Fábrica da Cerveja, 22h, sócios 1€, não-sócios 3,5€.


Se O Sítio das Coisas Selvagens, que lidera a primeira fornada de filmes a chegar às salas de cinema portuguesas em 2010, pudesse servir de bitola para as estreias que se hão de seguir ao longo do ano, o argumento de falta de criatividade que tanto se usa para denegrir o cinema norte-americano era morto e enterrado em menos de um mês. A nova fita de Spike Jonze tem imaginação e alma para dar e vender, sem recorrer a fórmulas e com aquela capacidade quase única no cinema moderno de dar ao espectador um filme diferente de tudo o que vira até então. É uma adaptação do livro ilustrado infantil de Maurice Sendak, mas explode-lhe as fronteiras e o significado. A obra de origem tem apenas cerca de 40 páginas com um máximo de duas linhas de texto a referenciar a imagem de cada uma, algo manifestamente insuficiente para preencher uma longa-metragem.
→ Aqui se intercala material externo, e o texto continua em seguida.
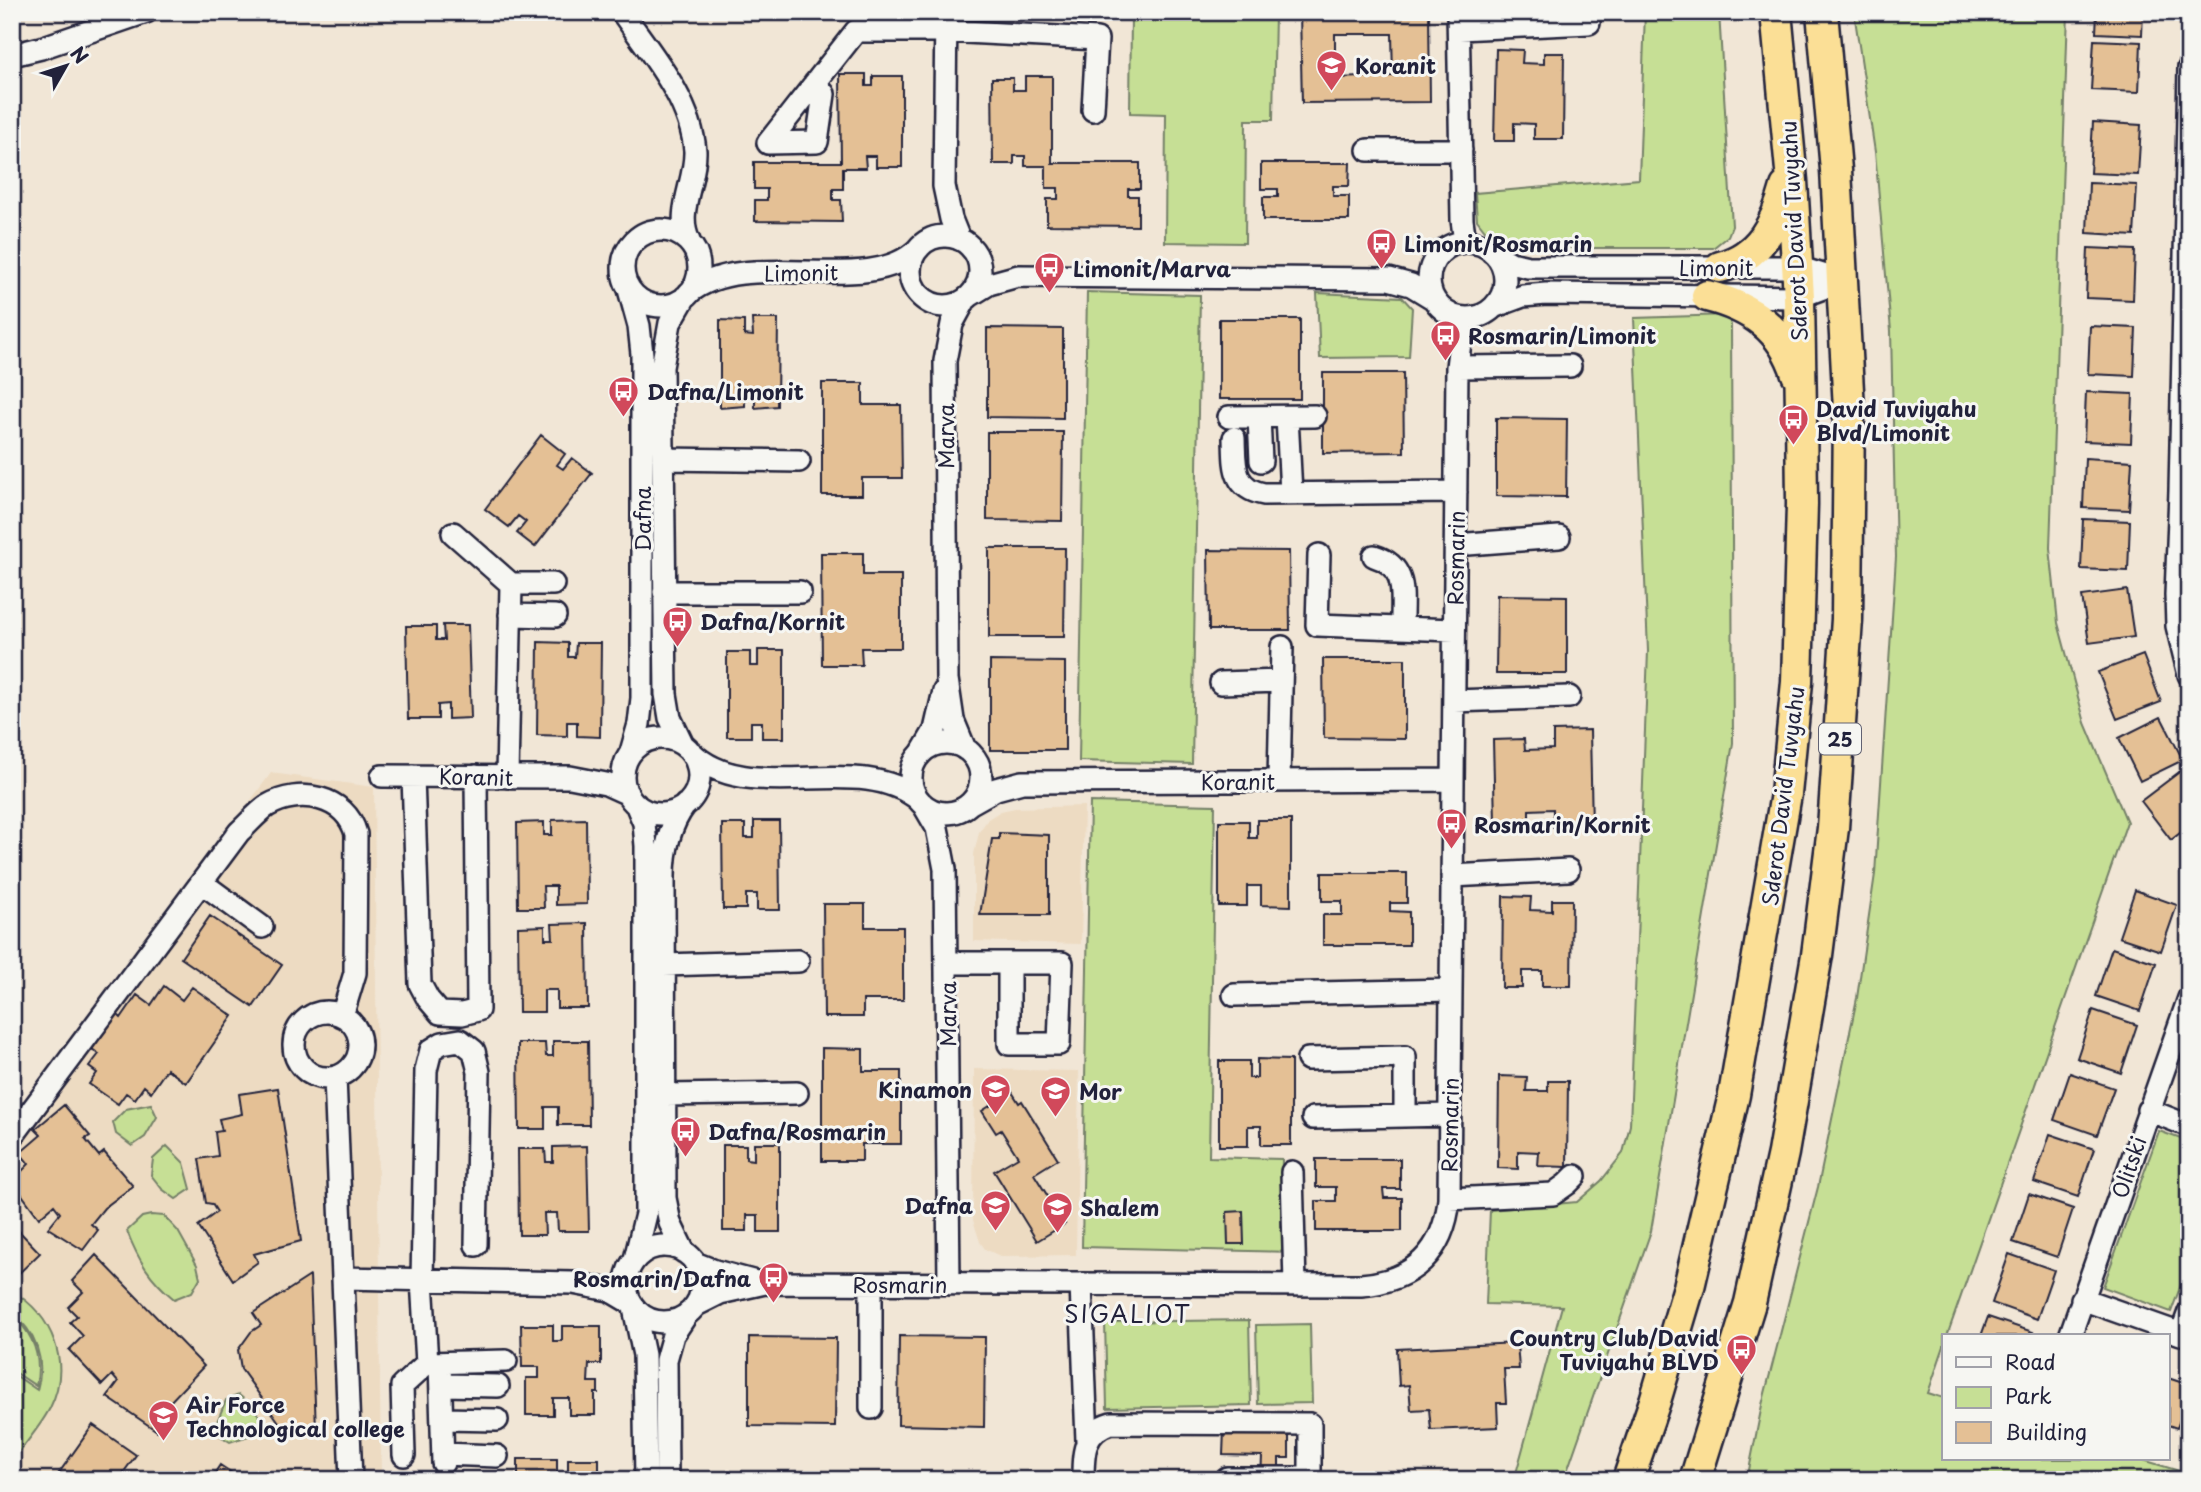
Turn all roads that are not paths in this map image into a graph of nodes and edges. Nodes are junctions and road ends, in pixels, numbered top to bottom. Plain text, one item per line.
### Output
1 (146, 12) edge
2 (622, 12) edge
3 (1776, 12) edge
4 (1822, 12) edge
5 (1458, 21) edge
6 (946, 22) edge
7 (1589, 23) dead end
8 (12, 55) edge
9 (2189, 68) edge
10 (815, 83) dead end
11 (2188, 107) edge
12 (1093, 110) dead end
13 (1368, 150) dead end
14 (1461, 150) junction
15 (1791, 170) junction
16 (944, 186) junction
17 (687, 200) junction
18 (648, 232) junction
19 (959, 239) junction
20 (1465, 242) junction
21 (691, 245) junction
22 (921, 246) junction
23 (1492, 252) junction
24 (976, 254) junction
25 (1439, 255) junction
26 (1720, 267) junction
27 (1797, 267) junction
28 (864, 270) junction
29 (738, 274) junction
30 (1018, 276) junction
31 (1389, 279) junction
32 (1842, 281) junction
33 (628, 286) junction
34 (687, 295) junction
35 (920, 295) junction
36 (1707, 296) junction
37 (968, 297) junction
38 (1798, 297) junction
39 (1434, 299) junction
40 (1496, 306) junction
41 (1463, 318) junction
42 (945, 361) junction
43 (1570, 366) dead end
44 (1457, 367) junction
45 (1801, 392) junction
46 (1315, 416) dead end
47 (1259, 417) junction
48 (1286, 417) junction
49 (663, 459) junction
50 (799, 461) dead end
51 (1261, 461) dead end
52 (2185, 491) edge
53 (1456, 492) junction
54 (1291, 493) junction
55 (453, 533) dead end
56 (1559, 537) dead end
57 (1455, 545) junction
58 (1319, 555) dead end
59 (1374, 556) dead end
60 (511, 584) junction
61 (553, 584) dead end
62 (664, 592) junction
63 (800, 592) dead end
64 (510, 615) junction
65 (555, 616) dead end
66 (1402, 628) junction
67 (1454, 629) junction
68 (1282, 647) dead end
69 (2189, 675) edge
70 (947, 679) junction
71 (1281, 681) junction
72 (1221, 684) dead end
73 (1569, 696) dead end
74 (1454, 701) junction
75 (686, 748) junction
76 (630, 754) junction
77 (970, 754) junction
78 (918, 757) junction
79 (382, 776) dead end
80 (413, 776) junction
81 (476, 776) junction
82 (745, 776) junction
83 (507, 777) junction
84 (570, 777) junction
85 (866, 779) junction
86 (1279, 780) junction
87 (1453, 780) junction
88 (1022, 782) junction
89 (632, 799) junction
90 (921, 802) junction
91 (688, 803) junction
92 (967, 806) junction
93 (945, 869) junction
94 (1568, 870) dead end
95 (1452, 876) junction
96 (202, 883) junction
97 (262, 928) dead end
98 (798, 961) dead end
99 (946, 963) junction
100 (1009, 963) junction
101 (664, 965) junction
102 (1451, 990) junction
103 (1234, 995) dead end
104 (2189, 998) edge
105 (342, 1016) junction
106 (1308, 1059) dead end
107 (335, 1077) junction
108 (797, 1093) dead end
109 (665, 1095) junction
110 (2148, 1110) junction
111 (1449, 1115) junction
112 (1405, 1116) junction
113 (1313, 1118) dead end
114 (2189, 1126) edge
115 (12, 1137) edge
116 (1292, 1172) dead end
117 (1575, 1176) dead end
118 (1449, 1199) junction
119 (476, 1245) dead end
120 (689, 1258) junction
121 (633, 1261) junction
122 (343, 1278) junction
123 (422, 1280) junction
124 (573, 1283) junction
125 (765, 1283) junction
126 (872, 1284) junction
127 (949, 1284) junction
128 (1082, 1284) junction
129 (1295, 1285) junction
130 (2082, 1299) junction
131 (632, 1306) junction
132 (692, 1309) junction
133 (2189, 1312) edge
134 (2071, 1334) edge
135 (506, 1361) dead end
136 (434, 1363) junction
137 (441, 1385) junction
138 (498, 1386) dead end
139 (871, 1408) dead end
140 (442, 1419) junction
141 (497, 1420) dead end
142 (1087, 1441) junction
143 (404, 1455) dead end
144 (496, 1456) dead end
145 (1705, 1466) edge
146 (348, 1473) edge
147 (1628, 1474) edge
148 (1310, 1479) edge
149 (646, 1480) edge
150 (667, 1480) edge
151 (1083, 1480) edge
152 (1227, 1480) edge
153 (1695, 1480) edge

1 - 8 street
2 - 17 street
3 - 15 highway, Sderot David Tuvyahu / 25
4 - 32 highway, 25
5 - 7 street
5 - 14 street
6 - 10 street
6 - 12 street
6 - 16 street
9 - 11 street
11 - 52 street
13 - 14 street
14 - 20 street
15 - 26 highway
15 - 27 highway, Sderot David Tuvyahu / 25
16 - 19 street
16 - 22 street
17 - 18 street
17 - 21 street
18 - 21 street
18 - 33 street
19 - 22 street
19 - 24 street
20 - 23 street
20 - 25 street
21 - 29 street, Limonit
21 - 34 street
22 - 28 street, Limonit
22 - 35 street
23 - 26 street, Limonit
23 - 40 street
24 - 30 street
24 - 37 street
25 - 31 street
25 - 39 street
26 - 27 street, Limonit
27 - 32 street, Limonit
27 - 38 highway, Sderot David Tuvyahu / 25
28 - 29 street, Limonit
28 - 35 street, Limonit
29 - 34 street, Limonit
30 - 31 street
30 - 37 street
31 - 39 street
32 - 38 street, Limonit
32 - 145 highway, 25
33 - 34 street
33 - 76 street, Dafna
34 - 49 street, Dafna
35 - 37 street
35 - 42 street, Marva
36 - 38 street, Limonit
36 - 40 street, Limonit
36 - 45 highway
37 - 42 street, Marva
38 - 45 highway, Sderot David Tuvyahu / 25
39 - 41 street
40 - 41 street
41 - 44 street, Rosmarin
42 - 70 street, Marva
43 - 44 street
44 - 53 street, Rosmarin
45 - 147 highway, Sderot David Tuvyahu / 25
46 - 48 street
47 - 48 street
47 - 51 street
47 - 54 street
48 - 54 street
49 - 50 street
49 - 62 street, Dafna
52 - 69 street
53 - 54 street
53 - 57 street, Rosmarin
55 - 60 street
56 - 57 street
57 - 67 street, Rosmarin
58 - 66 street
59 - 66 street
60 - 61 street
60 - 64 street
62 - 63 street
62 - 75 street, Dafna
64 - 65 street
64 - 83 street
66 - 67 street
67 - 74 street, Rosmarin
68 - 71 street
70 - 77 street, Marva
70 - 78 street, Marva
71 - 72 street
71 - 86 street
73 - 74 street
74 - 87 street, Rosmarin
75 - 76 street
75 - 82 street
75 - 91 street
76 - 84 street, Koranit
76 - 89 street
77 - 78 street
77 - 88 street, Koranit
77 - 92 street
78 - 85 street
78 - 90 street
79 - 80 street, Koranit
80 - 81 street, Koranit
80 - 81 street
81 - 83 street, Koranit
82 - 85 street
82 - 91 street
83 - 84 street, Koranit
84 - 89 street, Koranit
85 - 90 street
86 - 87 street, Koranit
86 - 88 street, Koranit
87 - 95 street, Rosmarin
88 - 92 street, Koranit
89 - 91 street
89 - 121 street
90 - 92 street
90 - 93 street, Marva
91 - 101 street
92 - 93 street, Marva
93 - 99 street, Marva
94 - 95 street
95 - 102 street, Rosmarin
96 - 97 street
96 - 105 street
96 - 115 street
98 - 101 street
99 - 100 street
99 - 127 street, Marva
100 - 100 street
101 - 109 street
102 - 103 street
102 - 111 street, Rosmarin
104 - 110 street, Olitski
105 - 107 street
105 - 107 street
106 - 112 street
107 - 122 street
108 - 109 street
109 - 120 street
110 - 114 street
110 - 130 street, Olitski
111 - 112 street
111 - 118 street, Rosmarin
112 - 113 street
116 - 129 street
117 - 118 street
118 - 129 street, Rosmarin
119 - 123 street
120 - 121 street
120 - 125 street, Rosmarin
120 - 132 street
121 - 124 street
121 - 131 street
122 - 123 street
122 - 146 street
123 - 124 street
123 - 136 street
124 - 131 street
125 - 126 street, Rosmarin
125 - 132 street, Rosmarin
126 - 127 street, Rosmarin
126 - 139 street
127 - 128 street, Rosmarin
128 - 129 street, Rosmarin
128 - 142 street
130 - 133 street
130 - 134 street, Olitski
131 - 132 street
131 - 149 street
132 - 150 street
135 - 136 street
136 - 137 street
136 - 143 street
137 - 138 street
137 - 140 street
140 - 141 street
140 - 144 street
142 - 148 street
142 - 151 street
145 - 153 highway, 25
148 - 152 street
Assim, Jonze transformou o que era na origem um livro para crianças sobre a viagem de um garoto zangado até um mundo de monstros ternurentos num filme que, embora deixando de lado o público mais jovem, é uma peça fundamental sobre o que é a infância e sobre a responsabilização da idade adulta. Embora a linha geral do livro seja seguida, o resultado é infinitamente mais profundo.
A história é a do jovem Max (Max Records), um miúdo solitário que, zangado e frustrado com a rejeição da irmã e a atenção que a mãe (Catherine Keener) dá ao novo namorado (Mark Ruffalo), foge de casa, mete-se num barco e vai parar a uma ilha distante. Aí encontra um grupo de criaturas felpudas e gigantescas, junto do qual se faz passar por rei, e com quem, entre brincadeiras e discussões sérias, vai aprender muito sobre si e sobre o mundo em seu redor.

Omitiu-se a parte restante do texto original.